In a videotaped message to gay community leaders at a recent dinner, Paterson (D) called the directive a "strong step toward marriage equality."
Senate Majority Leader Joseph L. Bruno (R), an opponent of same-sex marriage, said he will review the implications of the directive to see if the governor "overstepped his legal authority."
"I am concerned that Governor Paterson's decision to have agencies recognize gay marriage is an attempt to subvert the legal authority of the legislature," Bruno said.
Same-sex marriage is not legal in New York. But advocates said the governor's directive could be part of a move toward legalization.
"I think it is a step toward legalizing marriage for same-sex couples in New York in the long run," said Susan Sommer, senior counsel for the gay rights group Lambda Legal.
In the directive, issued on May 14 and first reported by the New York Times, the governor's legal counsel, David Nocenti, said that gay couples who have been legally married outside New York "should be afforded the same recognition as any other legally performed union."
He said state agencies should immediately change their policies and procedures to ensure that terms such as "spouse," "husband" and "wife" are understood to include gay couples, and report back to him by June 30.
The directive was dated a day before the California Supreme Court ruled to allow same-sex marriage, overturning that state's ban. That ruling will go into effect in mid-June unless the court agrees to an appeal asking it to stay the decision until after a statewide vote on a constitutional amendment banning the marriages.
Advocates said hundreds, perhaps thousands, of gay New Yorkers have already traveled to Canada to marry even though that conferred no guaranteed rights at home.
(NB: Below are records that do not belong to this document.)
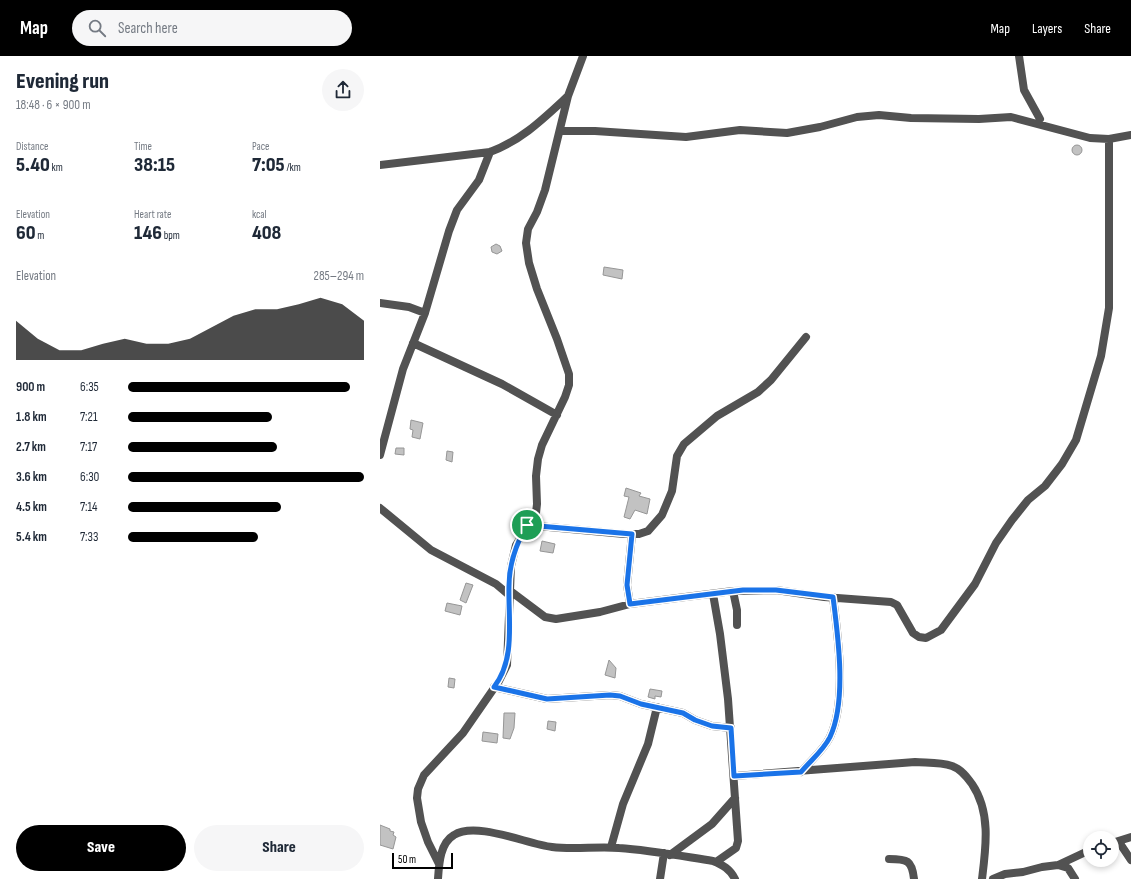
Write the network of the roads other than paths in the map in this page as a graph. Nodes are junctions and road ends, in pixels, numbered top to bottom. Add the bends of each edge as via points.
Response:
1 (583, 56) edge
2 (1019, 56) edge
3 (568, 96) junction
4 (1040, 119) dead end
5 (560, 131) junction
6 (1131, 135) edge
7 (1108, 139) junction
8 (490, 152) junction
9 (380, 165) edge
10 (380, 303) edge
11 (425, 313) junction
12 (806, 338) dead end
13 (413, 343) junction
14 (557, 414) junction
15 (380, 455) edge
16 (380, 508) edge
17 (527, 525) junction
18 (632, 534) junction
19 (733, 591) junction
20 (509, 592) junction
21 (713, 594) junction
22 (833, 597) junction
23 (630, 604) junction
24 (737, 625) dead end
25 (494, 687) junction
26 (657, 707) junction
27 (731, 728) junction
28 (801, 772) junction
29 (734, 776) junction
30 (735, 798) junction
31 (1131, 837) edge
32 (1119, 842) edge
33 (611, 847) junction
34 (1119, 847) edge
35 (1083, 853) edge
36 (667, 854) junction
37 (890, 859) dead end
38 (1131, 860) edge
39 (716, 862) junction
40 (440, 864) junction
41 (1058, 865) junction
42 (438, 879) edge
43 (660, 879) edge
44 (734, 879) edge
45 (914, 879) edge
46 (982, 879) edge
47 (993, 879) edge
48 (1075, 879) edge

1 - 3 street
2 - 4 street via 1024,90
3 - 5 street
3 - 8 street via 528,132
5 - 7 street via 686,137 740,130 787,133 857,117 879,115 911,118 1012,117 1045,124 1077,135
5 - 14 street via 545,190 528,229 526,243 537,289 569,374 569,385
6 - 7 street
7 - 22 street via 1109,308 1101,356 1089,398 1076,440 1062,464 1012,520 996,543 975,584 936,634 926,638 913,633 897,605 891,602
8 - 9 street
8 - 11 street via 479,180 457,210
10 - 11 street via 409,307
11 - 13 street
12 - 18 street via 758,392 717,416 684,444 677,456 672,491 662,514 648,531
13 - 14 street via 495,381
13 - 15 street via 403,369
14 - 17 street via 542,445 536,476 538,504 536,513
16 - 20 street via 431,550
17 - 18 street
17 - 20 street via 516,545
18 - 23 street via 627,585
19 - 21 street
19 - 22 street via 776,590
19 - 24 street
20 - 23 street via 545,617 600,612
20 - 25 street via 507,665
21 - 23 street
21 - 27 street
22 - 28 street via 840,694 836,718 822,751
25 - 26 street via 547,699 610,695
25 - 40 street via 463,733 424,775 418,789 421,822
26 - 27 street via 683,713 712,726
26 - 33 street via 648,744 623,804
27 - 29 street
28 - 29 street
28 - 46 street via 915,762 953,766 966,775 980,795 985,812
29 - 30 street
30 - 36 street via 712,824
30 - 39 street via 738,841 736,848
31 - 32 street
33 - 36 street
33 - 40 street via 552,847 463,830 448,839 443,848
34 - 38 street
35 - 41 street
36 - 39 street
36 - 43 street
37 - 45 street via 903,859 908,862 913,870
39 - 44 street via 732,873
40 - 42 street
41 - 47 street via 1005,874
41 - 48 street via 1068,868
"Now we know those couples will receive 1,324 rights that come with a New York state marriage license," said Alan Van Capelle, the executive director of Empire State Pride Agenda, a gay advocacy group. Those rights cover such things as inheritance and adoption rules and shared health-care plans. "This is a big deal for New Yorkers who are desperately hungry to be able to protect the people that they love," he added.